Saved entries:

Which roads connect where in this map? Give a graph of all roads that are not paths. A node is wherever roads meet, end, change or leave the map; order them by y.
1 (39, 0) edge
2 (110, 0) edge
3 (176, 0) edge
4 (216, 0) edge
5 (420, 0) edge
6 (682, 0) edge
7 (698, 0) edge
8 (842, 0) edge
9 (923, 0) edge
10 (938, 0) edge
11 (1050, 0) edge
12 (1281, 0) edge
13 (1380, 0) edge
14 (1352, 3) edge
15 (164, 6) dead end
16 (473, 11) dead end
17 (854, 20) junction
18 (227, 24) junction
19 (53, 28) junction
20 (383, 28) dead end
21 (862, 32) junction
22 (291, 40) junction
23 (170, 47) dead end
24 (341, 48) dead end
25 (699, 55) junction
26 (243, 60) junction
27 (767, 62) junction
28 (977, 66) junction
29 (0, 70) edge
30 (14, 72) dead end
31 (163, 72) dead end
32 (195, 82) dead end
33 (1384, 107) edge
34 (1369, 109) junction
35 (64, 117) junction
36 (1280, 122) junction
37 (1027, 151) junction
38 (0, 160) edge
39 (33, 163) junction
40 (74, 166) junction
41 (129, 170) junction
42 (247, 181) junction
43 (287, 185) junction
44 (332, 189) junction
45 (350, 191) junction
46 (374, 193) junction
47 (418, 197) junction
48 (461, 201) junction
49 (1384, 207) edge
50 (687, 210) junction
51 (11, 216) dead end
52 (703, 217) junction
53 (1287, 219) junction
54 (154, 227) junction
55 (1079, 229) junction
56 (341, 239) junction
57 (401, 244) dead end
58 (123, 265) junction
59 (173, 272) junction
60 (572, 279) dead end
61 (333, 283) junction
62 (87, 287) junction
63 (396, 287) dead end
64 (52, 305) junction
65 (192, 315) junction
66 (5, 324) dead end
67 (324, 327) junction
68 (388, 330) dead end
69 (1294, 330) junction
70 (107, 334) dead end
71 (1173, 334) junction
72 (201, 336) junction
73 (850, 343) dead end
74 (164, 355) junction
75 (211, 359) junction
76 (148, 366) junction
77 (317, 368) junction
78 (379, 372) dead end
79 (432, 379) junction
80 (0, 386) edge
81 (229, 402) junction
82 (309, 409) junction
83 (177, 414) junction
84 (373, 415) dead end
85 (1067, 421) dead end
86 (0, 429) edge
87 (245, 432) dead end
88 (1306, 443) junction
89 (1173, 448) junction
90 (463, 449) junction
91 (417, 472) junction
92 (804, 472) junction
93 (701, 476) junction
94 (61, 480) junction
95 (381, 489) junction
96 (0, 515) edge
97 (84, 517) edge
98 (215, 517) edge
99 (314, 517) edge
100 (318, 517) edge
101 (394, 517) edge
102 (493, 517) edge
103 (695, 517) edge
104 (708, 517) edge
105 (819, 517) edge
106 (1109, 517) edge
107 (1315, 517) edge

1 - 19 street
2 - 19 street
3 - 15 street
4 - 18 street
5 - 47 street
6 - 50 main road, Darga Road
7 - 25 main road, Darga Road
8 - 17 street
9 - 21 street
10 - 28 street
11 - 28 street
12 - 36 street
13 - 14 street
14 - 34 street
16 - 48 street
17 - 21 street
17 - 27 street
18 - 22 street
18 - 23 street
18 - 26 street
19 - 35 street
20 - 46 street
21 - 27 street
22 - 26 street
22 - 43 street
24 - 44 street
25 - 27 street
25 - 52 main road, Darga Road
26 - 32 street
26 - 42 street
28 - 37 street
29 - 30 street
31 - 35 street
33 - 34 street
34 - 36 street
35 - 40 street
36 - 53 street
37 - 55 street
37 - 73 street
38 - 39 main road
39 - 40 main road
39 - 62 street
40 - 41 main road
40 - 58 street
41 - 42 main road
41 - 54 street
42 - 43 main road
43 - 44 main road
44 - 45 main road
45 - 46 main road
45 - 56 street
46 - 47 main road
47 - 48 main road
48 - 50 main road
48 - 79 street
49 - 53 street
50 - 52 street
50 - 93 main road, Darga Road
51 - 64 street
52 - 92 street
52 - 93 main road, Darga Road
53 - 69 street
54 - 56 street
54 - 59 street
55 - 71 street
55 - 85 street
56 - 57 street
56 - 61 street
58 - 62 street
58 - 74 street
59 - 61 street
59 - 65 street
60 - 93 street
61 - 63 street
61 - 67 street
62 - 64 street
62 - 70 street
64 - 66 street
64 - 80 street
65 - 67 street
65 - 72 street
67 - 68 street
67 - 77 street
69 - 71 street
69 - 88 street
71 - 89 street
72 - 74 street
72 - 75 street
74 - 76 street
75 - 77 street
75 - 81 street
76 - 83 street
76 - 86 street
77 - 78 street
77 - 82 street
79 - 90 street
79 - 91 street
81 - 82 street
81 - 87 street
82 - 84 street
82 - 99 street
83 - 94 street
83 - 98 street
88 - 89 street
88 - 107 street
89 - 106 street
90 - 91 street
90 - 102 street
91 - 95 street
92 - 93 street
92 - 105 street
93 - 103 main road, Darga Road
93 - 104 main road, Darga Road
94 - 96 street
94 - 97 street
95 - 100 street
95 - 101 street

* * *

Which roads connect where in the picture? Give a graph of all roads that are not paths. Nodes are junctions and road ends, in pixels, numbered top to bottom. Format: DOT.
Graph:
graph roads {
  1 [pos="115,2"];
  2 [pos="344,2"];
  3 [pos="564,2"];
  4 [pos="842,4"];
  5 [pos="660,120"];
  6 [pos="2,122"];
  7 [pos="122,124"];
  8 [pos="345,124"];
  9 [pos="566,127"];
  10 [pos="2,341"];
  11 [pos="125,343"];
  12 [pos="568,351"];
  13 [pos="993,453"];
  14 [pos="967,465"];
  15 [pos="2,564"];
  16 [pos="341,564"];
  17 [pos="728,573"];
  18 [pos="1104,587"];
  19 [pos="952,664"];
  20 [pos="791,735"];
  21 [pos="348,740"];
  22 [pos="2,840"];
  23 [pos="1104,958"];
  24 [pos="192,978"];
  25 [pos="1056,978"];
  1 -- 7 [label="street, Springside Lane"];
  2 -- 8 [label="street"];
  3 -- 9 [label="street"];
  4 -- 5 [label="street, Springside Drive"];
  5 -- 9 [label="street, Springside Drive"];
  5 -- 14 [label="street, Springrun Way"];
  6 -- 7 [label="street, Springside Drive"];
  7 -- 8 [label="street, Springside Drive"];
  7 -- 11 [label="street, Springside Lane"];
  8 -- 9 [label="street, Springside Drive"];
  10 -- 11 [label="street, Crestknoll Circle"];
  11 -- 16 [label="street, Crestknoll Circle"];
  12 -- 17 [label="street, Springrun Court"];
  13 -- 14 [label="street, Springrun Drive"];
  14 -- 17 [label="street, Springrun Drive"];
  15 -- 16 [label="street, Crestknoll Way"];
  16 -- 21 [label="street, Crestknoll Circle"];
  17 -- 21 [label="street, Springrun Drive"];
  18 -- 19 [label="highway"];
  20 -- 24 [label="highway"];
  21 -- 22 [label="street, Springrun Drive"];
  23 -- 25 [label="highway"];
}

◆ **ACTION ITEM**: How many lines of the data above include the word "Circle"? Only that number should be returned.

◆ **ANSWER TO THE PROBLEM**: 3